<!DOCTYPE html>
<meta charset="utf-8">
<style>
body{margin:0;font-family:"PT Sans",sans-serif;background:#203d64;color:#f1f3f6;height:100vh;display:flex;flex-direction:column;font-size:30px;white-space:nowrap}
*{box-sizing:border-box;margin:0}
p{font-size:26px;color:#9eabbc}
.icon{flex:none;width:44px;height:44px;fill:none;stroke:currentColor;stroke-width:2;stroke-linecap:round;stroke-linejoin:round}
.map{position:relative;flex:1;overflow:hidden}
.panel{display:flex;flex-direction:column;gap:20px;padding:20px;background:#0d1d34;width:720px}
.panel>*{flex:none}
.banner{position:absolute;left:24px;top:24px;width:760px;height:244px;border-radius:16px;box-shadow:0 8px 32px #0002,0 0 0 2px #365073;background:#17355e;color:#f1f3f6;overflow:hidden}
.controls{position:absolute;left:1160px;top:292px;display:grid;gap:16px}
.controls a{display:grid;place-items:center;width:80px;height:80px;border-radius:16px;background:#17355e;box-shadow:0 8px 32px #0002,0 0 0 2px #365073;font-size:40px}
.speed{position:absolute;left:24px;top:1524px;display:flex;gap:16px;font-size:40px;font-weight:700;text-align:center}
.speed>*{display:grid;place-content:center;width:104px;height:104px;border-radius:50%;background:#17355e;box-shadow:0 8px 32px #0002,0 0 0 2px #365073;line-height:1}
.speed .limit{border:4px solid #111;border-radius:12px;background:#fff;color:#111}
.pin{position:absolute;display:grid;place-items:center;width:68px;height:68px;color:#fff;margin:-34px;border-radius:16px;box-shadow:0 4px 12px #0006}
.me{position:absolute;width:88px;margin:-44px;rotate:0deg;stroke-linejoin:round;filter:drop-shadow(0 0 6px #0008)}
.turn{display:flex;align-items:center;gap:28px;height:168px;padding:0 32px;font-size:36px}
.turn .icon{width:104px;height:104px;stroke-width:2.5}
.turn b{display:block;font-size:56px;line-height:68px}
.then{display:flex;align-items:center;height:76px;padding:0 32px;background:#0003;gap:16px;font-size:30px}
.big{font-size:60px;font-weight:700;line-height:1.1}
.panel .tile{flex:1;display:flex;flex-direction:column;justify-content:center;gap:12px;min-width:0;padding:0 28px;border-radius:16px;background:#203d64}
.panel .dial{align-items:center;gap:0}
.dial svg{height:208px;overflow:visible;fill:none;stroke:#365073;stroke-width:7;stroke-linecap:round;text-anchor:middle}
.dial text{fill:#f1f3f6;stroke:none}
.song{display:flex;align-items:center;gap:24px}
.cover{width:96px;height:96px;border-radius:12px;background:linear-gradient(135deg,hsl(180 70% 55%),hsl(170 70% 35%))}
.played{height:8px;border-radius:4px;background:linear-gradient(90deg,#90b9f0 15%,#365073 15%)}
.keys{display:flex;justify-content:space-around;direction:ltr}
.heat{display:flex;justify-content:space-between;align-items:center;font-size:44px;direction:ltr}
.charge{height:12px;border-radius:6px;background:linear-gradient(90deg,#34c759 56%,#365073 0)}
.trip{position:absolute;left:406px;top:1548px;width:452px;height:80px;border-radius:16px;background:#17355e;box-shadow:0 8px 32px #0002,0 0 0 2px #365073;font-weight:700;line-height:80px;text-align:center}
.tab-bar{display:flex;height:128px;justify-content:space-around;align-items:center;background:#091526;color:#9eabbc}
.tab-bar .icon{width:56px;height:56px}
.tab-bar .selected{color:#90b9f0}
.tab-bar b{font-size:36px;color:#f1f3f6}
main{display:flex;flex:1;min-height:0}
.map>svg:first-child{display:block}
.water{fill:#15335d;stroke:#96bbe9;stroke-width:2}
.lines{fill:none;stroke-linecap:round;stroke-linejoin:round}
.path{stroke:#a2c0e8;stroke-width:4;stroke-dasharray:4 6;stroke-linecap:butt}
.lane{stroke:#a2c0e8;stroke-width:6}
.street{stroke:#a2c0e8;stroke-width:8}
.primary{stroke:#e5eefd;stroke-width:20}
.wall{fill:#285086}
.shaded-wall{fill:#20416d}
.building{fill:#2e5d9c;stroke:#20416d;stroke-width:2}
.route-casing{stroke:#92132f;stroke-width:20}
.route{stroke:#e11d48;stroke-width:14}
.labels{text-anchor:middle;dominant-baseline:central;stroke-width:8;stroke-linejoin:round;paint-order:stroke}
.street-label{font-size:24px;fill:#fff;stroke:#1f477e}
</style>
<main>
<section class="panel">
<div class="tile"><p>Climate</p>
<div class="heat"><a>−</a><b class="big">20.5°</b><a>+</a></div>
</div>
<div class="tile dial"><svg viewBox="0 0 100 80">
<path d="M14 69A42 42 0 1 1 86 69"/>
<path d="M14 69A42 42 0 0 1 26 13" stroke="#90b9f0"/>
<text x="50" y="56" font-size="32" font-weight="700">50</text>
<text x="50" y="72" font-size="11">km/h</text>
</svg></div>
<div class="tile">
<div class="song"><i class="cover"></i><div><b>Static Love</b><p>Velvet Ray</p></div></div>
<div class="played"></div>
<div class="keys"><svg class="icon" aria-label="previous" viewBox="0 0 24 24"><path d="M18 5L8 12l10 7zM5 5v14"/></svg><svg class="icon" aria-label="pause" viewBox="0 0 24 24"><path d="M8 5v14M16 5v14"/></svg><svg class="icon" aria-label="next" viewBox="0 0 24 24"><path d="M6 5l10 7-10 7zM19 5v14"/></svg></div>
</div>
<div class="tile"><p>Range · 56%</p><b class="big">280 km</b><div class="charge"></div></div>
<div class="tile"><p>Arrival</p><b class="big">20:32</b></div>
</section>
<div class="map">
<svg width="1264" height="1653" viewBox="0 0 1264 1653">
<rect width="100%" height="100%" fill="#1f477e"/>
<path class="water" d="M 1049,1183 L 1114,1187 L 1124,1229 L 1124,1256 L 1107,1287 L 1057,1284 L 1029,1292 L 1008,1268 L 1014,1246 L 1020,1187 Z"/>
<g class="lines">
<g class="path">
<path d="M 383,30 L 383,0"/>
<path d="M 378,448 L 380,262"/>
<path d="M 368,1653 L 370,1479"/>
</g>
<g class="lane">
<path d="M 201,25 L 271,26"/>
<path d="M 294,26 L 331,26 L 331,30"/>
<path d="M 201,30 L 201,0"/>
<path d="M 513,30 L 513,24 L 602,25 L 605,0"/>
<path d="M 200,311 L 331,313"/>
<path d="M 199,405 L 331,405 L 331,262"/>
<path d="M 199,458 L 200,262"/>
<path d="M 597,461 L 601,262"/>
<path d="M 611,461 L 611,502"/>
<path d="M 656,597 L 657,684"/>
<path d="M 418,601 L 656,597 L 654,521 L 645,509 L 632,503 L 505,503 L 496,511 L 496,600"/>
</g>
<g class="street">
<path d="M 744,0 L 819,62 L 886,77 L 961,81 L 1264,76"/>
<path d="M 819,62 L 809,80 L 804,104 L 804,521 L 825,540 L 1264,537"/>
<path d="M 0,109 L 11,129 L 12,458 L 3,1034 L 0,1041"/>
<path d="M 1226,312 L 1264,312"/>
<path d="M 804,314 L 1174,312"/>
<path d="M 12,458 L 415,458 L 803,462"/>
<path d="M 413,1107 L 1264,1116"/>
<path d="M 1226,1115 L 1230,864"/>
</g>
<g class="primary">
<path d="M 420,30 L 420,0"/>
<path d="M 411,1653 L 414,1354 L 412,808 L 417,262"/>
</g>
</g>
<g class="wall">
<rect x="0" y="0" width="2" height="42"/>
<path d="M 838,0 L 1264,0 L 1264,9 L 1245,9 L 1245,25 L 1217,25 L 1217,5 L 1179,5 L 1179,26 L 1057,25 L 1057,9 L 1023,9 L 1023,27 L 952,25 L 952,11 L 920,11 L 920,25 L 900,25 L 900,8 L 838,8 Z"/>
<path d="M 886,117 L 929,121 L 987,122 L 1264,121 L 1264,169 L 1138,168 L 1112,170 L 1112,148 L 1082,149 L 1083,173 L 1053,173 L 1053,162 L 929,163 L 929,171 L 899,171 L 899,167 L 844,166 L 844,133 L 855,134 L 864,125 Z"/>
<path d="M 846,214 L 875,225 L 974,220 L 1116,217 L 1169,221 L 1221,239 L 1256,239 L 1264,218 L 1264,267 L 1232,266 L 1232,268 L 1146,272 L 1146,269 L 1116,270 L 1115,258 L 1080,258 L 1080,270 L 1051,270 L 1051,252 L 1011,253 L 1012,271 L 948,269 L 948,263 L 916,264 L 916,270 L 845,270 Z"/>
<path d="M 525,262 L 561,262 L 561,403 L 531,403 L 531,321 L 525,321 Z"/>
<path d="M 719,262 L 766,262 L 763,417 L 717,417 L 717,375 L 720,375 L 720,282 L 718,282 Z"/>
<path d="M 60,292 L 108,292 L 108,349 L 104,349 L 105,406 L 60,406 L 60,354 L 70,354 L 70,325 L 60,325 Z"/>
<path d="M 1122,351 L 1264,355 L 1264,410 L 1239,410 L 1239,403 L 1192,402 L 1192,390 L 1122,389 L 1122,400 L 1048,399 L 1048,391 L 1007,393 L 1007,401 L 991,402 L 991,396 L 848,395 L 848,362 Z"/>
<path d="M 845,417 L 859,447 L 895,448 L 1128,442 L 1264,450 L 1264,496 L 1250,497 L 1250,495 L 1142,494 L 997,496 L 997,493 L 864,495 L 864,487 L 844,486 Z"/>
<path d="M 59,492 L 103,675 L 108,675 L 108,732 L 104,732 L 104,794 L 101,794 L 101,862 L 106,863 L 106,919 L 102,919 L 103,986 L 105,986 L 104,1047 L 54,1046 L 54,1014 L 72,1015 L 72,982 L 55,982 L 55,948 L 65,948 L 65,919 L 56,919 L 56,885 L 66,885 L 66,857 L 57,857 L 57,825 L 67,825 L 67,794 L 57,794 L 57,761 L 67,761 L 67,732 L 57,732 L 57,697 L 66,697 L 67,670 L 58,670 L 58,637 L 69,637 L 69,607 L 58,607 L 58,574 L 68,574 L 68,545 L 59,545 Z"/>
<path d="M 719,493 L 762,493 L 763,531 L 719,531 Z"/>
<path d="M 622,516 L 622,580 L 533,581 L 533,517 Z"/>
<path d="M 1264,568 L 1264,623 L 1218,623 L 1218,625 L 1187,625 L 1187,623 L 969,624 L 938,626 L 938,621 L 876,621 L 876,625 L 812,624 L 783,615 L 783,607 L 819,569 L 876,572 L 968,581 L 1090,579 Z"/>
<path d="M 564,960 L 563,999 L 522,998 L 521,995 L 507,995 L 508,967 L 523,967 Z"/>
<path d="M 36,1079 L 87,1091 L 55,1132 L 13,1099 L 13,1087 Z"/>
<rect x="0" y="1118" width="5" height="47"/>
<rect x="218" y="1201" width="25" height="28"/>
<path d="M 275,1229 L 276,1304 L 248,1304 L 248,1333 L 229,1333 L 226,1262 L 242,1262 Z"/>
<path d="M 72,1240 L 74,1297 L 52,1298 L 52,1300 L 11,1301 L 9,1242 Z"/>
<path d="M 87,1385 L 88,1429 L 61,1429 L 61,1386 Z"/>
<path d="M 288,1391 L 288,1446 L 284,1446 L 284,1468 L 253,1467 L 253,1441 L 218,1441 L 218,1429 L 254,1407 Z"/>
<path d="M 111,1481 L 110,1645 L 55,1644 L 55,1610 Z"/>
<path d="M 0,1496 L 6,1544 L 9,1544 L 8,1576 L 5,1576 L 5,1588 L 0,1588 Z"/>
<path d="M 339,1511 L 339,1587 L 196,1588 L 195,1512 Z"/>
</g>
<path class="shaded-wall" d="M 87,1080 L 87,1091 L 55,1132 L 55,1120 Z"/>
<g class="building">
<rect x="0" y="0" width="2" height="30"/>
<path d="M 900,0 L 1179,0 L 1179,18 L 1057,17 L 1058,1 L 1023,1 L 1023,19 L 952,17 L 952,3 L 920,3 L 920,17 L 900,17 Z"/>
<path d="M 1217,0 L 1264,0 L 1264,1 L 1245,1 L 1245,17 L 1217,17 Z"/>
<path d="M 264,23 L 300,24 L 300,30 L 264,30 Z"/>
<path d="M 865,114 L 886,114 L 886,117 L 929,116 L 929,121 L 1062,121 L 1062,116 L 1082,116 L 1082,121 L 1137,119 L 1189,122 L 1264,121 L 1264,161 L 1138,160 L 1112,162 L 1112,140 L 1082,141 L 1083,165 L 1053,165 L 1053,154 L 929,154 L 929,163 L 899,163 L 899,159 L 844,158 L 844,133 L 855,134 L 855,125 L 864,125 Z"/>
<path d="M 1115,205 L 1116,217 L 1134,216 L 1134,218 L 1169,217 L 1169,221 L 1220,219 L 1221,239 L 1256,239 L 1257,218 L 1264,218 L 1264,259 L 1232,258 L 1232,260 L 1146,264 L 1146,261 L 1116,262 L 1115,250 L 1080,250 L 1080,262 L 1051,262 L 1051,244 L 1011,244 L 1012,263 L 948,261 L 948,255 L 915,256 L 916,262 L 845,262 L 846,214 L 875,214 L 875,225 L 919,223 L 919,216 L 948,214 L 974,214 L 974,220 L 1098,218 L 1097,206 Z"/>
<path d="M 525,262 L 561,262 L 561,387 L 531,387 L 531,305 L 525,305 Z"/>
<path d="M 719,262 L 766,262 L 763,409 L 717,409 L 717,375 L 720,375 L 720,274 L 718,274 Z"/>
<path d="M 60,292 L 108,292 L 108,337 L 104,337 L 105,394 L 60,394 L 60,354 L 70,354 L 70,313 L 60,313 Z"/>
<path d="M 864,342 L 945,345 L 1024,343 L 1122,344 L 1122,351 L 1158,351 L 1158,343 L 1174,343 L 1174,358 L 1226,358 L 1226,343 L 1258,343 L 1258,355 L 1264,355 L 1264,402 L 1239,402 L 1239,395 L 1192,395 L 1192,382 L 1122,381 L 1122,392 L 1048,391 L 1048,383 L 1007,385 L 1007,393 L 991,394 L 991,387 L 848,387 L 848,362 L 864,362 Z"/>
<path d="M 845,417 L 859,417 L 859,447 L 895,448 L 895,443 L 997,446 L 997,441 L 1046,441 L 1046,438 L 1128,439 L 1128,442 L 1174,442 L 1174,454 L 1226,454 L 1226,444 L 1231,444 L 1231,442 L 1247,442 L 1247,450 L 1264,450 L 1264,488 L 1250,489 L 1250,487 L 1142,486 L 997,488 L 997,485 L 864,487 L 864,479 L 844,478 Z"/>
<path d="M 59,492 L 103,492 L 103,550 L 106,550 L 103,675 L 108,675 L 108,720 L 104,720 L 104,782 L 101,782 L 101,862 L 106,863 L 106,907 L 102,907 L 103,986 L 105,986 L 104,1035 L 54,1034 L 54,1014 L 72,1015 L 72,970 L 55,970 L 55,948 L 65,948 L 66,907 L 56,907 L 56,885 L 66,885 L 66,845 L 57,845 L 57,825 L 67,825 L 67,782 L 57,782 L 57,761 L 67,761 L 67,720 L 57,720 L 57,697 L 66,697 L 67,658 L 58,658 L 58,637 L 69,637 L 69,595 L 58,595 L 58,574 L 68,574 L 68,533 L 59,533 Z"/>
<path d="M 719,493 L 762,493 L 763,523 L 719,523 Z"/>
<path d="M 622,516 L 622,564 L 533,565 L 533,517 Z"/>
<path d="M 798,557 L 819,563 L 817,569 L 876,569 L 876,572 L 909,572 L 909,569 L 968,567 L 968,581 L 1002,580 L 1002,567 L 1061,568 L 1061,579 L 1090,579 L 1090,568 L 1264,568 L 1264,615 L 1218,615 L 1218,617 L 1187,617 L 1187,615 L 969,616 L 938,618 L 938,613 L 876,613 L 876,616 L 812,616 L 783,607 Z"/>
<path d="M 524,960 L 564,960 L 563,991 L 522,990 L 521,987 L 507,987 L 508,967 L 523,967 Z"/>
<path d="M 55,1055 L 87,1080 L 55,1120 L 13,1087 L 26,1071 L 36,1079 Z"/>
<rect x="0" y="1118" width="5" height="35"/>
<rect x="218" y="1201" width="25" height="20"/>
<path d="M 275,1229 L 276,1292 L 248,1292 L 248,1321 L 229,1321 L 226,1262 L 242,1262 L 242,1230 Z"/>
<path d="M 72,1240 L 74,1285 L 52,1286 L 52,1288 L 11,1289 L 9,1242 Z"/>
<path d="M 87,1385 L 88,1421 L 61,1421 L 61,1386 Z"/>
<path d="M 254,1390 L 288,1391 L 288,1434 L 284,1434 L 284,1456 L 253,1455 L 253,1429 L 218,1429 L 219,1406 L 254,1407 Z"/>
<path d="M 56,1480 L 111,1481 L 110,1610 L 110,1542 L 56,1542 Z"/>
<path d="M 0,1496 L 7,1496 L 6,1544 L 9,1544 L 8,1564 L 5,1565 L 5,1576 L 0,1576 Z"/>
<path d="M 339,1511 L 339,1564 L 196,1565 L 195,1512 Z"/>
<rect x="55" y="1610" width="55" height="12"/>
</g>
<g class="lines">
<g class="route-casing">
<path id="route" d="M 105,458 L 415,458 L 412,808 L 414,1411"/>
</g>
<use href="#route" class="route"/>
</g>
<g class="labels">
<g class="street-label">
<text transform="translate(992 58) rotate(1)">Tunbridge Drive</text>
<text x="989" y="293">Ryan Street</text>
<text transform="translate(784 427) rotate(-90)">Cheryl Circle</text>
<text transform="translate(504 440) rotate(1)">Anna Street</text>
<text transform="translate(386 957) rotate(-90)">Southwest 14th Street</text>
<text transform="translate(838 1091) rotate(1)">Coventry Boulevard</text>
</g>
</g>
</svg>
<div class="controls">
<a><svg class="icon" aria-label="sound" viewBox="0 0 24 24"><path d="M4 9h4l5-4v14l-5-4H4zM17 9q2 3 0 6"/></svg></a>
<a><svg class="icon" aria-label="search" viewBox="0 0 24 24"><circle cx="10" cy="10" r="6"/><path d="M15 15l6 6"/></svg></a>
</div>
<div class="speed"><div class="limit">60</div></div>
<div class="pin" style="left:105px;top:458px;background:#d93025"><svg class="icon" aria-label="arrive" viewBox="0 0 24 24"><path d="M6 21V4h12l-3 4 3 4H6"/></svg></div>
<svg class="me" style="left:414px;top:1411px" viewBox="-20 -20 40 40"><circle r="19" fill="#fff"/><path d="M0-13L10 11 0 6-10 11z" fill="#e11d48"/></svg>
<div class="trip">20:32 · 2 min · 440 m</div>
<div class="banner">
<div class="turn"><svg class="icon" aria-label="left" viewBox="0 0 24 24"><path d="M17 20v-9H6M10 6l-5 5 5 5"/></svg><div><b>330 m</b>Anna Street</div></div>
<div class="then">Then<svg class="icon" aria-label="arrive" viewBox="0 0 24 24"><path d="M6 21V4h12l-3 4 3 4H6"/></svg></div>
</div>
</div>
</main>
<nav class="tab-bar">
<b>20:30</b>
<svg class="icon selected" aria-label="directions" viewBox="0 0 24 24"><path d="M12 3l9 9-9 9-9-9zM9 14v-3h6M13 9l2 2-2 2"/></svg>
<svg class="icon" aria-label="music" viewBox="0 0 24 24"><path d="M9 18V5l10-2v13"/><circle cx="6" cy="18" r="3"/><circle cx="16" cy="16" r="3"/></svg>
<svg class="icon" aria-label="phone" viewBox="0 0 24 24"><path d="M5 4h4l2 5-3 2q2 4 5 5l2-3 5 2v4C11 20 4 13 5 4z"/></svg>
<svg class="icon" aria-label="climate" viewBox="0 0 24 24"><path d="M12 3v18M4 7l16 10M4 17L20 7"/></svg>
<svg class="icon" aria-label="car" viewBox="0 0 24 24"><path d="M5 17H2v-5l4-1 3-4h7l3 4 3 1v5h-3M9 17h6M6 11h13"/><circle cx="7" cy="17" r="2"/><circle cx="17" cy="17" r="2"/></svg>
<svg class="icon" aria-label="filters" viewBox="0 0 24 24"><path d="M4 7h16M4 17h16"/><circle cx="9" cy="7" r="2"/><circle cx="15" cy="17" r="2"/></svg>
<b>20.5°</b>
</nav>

★ ★ ★ ★ ★ ★ ★

[Task requirements]
Show all lines in the preceding material that have "gradient" in them.

[Output of the task]
.cover{width:96px;height:96px;border-radius:12px;background:linear-gradient(135deg,hsl(180 70% 55%),hsl(170 70% 35%))}
.played{height:8px;border-radius:4px;background:linear-gradient(90deg,#90b9f0 15%,#365073 15%)}
.charge{height:12px;border-radius:6px;background:linear-gradient(90deg,#34c759 56%,#365073 0)}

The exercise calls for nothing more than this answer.